_Material supplied_:
Content starts

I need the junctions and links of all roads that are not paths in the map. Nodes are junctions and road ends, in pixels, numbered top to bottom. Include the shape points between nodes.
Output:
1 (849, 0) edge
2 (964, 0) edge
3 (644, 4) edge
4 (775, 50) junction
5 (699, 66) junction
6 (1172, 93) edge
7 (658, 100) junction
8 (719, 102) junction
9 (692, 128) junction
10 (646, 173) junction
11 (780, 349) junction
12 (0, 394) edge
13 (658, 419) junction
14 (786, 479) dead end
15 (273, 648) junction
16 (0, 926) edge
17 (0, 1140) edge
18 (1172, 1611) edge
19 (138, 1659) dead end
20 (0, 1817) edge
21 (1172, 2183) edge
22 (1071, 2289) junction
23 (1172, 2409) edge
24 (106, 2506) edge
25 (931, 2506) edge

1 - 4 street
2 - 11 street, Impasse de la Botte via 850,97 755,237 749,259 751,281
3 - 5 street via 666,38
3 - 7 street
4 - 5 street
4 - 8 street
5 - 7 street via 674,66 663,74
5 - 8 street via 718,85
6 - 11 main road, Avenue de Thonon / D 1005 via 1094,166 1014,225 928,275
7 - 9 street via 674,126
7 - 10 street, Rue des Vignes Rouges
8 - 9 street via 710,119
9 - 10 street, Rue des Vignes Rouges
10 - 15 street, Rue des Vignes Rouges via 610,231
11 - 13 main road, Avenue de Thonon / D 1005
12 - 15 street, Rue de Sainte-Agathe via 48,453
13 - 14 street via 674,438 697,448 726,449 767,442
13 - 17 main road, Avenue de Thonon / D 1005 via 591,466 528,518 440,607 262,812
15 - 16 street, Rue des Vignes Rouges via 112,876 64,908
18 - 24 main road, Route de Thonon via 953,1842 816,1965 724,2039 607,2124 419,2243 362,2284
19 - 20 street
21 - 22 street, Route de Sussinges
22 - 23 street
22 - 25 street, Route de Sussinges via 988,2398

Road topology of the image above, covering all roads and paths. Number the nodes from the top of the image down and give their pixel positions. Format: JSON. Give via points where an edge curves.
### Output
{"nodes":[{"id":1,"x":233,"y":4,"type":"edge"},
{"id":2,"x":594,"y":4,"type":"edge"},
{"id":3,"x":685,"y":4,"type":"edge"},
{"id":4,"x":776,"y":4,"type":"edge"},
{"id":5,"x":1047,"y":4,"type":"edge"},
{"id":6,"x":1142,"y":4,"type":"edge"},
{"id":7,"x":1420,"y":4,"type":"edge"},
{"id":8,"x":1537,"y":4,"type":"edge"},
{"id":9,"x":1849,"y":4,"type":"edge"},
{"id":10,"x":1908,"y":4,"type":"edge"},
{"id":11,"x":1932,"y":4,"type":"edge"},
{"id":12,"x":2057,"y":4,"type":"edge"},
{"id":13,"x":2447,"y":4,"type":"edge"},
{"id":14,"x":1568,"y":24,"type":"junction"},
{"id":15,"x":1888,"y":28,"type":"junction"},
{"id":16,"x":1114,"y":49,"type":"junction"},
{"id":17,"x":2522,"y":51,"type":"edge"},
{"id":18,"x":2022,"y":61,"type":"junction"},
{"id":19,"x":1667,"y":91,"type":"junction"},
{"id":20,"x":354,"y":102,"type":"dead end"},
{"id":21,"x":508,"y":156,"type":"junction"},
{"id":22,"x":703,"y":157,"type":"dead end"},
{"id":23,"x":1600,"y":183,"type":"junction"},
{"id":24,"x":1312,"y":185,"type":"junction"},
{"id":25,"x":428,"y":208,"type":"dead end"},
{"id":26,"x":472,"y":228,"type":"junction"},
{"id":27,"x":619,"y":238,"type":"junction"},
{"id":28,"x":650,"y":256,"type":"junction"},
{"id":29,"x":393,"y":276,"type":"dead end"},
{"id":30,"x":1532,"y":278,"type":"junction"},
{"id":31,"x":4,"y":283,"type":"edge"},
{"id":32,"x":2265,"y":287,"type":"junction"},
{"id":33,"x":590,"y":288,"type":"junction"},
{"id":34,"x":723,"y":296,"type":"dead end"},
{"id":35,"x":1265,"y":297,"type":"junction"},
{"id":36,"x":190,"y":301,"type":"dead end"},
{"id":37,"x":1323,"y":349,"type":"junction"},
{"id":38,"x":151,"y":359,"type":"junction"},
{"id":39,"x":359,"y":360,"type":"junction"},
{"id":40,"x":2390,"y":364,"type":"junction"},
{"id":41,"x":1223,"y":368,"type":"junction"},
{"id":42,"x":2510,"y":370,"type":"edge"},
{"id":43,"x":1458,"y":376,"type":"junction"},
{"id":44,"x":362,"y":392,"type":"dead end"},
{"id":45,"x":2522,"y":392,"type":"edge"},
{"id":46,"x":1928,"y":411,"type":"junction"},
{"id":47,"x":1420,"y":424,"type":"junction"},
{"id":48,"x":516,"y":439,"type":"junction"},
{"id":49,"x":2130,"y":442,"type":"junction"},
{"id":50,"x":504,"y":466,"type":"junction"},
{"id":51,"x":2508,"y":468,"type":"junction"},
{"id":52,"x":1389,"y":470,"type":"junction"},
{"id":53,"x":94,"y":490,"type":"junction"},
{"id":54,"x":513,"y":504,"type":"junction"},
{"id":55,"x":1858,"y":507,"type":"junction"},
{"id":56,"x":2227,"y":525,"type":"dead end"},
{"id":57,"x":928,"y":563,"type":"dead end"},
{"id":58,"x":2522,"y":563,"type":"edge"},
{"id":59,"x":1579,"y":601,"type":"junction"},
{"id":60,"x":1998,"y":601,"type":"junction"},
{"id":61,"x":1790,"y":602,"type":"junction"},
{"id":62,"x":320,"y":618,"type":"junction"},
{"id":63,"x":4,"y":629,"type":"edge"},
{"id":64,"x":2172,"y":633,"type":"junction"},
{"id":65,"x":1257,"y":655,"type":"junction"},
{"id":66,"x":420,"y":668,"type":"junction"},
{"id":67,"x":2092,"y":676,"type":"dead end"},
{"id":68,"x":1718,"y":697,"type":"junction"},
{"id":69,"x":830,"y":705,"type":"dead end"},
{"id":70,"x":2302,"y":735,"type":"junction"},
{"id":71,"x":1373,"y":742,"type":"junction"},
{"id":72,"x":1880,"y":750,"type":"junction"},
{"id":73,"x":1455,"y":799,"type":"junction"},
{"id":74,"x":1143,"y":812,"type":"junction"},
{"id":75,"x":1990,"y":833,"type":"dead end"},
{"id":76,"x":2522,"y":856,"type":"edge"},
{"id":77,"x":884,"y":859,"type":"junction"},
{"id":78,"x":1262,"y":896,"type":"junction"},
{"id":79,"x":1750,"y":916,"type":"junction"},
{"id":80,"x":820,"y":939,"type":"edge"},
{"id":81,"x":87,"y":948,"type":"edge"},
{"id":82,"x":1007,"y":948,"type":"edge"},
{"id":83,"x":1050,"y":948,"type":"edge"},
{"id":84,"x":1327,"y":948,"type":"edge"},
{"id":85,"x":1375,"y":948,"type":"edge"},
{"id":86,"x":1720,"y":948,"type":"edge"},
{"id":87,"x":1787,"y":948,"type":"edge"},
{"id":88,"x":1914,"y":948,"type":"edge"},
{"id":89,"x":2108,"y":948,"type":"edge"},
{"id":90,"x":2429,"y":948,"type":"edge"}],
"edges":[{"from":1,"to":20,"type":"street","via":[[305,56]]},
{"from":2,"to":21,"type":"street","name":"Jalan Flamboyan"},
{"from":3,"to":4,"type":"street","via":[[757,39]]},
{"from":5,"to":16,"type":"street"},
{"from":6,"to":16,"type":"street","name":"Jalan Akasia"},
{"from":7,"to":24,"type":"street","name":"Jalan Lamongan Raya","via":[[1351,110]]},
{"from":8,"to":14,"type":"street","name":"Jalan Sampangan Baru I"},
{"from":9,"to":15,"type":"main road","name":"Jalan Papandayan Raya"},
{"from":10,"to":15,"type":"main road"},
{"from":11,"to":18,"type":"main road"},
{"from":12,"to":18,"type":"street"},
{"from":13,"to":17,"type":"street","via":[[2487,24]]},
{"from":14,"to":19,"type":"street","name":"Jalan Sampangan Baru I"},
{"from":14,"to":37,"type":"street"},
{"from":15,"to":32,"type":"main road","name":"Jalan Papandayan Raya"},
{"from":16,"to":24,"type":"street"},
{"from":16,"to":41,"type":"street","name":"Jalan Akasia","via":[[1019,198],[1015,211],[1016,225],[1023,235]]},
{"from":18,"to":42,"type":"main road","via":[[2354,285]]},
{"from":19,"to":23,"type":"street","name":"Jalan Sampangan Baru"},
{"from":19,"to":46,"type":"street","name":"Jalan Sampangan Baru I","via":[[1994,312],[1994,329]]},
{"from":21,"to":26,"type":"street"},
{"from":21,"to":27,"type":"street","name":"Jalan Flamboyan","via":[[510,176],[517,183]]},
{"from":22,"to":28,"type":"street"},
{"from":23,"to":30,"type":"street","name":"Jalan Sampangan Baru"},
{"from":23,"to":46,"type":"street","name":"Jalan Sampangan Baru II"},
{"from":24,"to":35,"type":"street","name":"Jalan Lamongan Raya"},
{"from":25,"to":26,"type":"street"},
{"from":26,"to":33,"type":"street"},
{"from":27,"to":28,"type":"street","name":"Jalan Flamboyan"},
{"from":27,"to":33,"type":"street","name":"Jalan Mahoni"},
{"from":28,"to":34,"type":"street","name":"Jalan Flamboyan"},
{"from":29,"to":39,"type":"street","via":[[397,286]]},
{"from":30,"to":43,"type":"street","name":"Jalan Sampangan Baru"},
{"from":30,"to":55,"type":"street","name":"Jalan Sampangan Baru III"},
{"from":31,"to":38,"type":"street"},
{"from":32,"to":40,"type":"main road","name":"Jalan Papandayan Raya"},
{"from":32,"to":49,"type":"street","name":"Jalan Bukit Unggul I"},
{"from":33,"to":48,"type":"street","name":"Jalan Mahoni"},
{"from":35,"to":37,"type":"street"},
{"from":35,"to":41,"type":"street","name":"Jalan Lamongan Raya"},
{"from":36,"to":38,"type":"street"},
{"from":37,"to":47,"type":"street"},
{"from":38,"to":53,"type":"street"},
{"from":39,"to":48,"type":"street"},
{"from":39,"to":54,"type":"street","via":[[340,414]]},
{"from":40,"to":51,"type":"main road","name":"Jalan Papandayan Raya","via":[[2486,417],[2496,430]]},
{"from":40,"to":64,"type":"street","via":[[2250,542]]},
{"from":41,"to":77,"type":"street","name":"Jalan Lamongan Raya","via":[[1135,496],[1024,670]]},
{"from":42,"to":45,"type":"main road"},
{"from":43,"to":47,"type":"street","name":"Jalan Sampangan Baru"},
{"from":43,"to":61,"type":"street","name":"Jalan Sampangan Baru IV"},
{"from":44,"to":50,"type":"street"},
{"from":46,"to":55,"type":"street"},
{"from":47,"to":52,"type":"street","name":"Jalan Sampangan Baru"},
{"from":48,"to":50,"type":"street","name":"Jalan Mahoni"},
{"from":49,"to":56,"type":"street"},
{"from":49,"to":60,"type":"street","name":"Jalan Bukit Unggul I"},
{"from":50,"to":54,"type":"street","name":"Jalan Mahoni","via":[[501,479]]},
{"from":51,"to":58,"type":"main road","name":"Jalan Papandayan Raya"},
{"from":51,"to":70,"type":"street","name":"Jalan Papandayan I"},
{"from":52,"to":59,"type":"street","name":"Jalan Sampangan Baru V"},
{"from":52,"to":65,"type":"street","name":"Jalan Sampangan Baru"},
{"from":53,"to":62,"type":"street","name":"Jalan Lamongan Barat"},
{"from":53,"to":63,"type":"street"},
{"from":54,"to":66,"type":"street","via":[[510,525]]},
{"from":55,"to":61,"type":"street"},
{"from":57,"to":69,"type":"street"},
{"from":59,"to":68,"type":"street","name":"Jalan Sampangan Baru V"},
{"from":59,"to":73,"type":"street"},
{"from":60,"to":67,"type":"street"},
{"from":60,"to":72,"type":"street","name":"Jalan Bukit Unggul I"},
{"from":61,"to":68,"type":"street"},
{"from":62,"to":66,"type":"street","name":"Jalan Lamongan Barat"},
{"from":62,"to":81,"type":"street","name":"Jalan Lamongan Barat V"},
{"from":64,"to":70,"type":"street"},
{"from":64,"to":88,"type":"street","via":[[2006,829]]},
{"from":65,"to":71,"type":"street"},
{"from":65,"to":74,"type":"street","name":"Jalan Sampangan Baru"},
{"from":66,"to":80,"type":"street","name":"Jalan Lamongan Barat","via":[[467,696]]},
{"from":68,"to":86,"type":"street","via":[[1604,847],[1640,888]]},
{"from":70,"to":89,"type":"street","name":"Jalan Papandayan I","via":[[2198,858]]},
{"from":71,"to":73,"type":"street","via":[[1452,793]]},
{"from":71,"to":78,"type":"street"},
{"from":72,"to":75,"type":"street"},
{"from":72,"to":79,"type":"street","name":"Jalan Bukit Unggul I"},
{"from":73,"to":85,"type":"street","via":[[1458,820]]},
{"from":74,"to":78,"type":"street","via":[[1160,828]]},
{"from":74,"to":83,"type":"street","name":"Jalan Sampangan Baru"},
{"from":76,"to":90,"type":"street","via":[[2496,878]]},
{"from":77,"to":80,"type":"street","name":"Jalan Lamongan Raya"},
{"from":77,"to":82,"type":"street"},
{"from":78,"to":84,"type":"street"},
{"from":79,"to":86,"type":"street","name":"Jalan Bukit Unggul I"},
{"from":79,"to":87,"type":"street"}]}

Content ends

_Instructions to follow_: Search the material above for the word "Papandayan", then copy out each line that has it.

_Exercise response_:
{"from":9,"to":15,"type":"main road","name":"Jalan Papandayan Raya"},
{"from":15,"to":32,"type":"main road","name":"Jalan Papandayan Raya"},
{"from":32,"to":40,"type":"main road","name":"Jalan Papandayan Raya"},
{"from":40,"to":51,"type":"main road","name":"Jalan Papandayan Raya","via":[[2486,417],[2496,430]]},
{"from":51,"to":58,"type":"main road","name":"Jalan Papandayan Raya"},
{"from":51,"to":70,"type":"street","name":"Jalan Papandayan I"},
{"from":70,"to":89,"type":"street","name":"Jalan Papandayan I","via":[[2198,858]]},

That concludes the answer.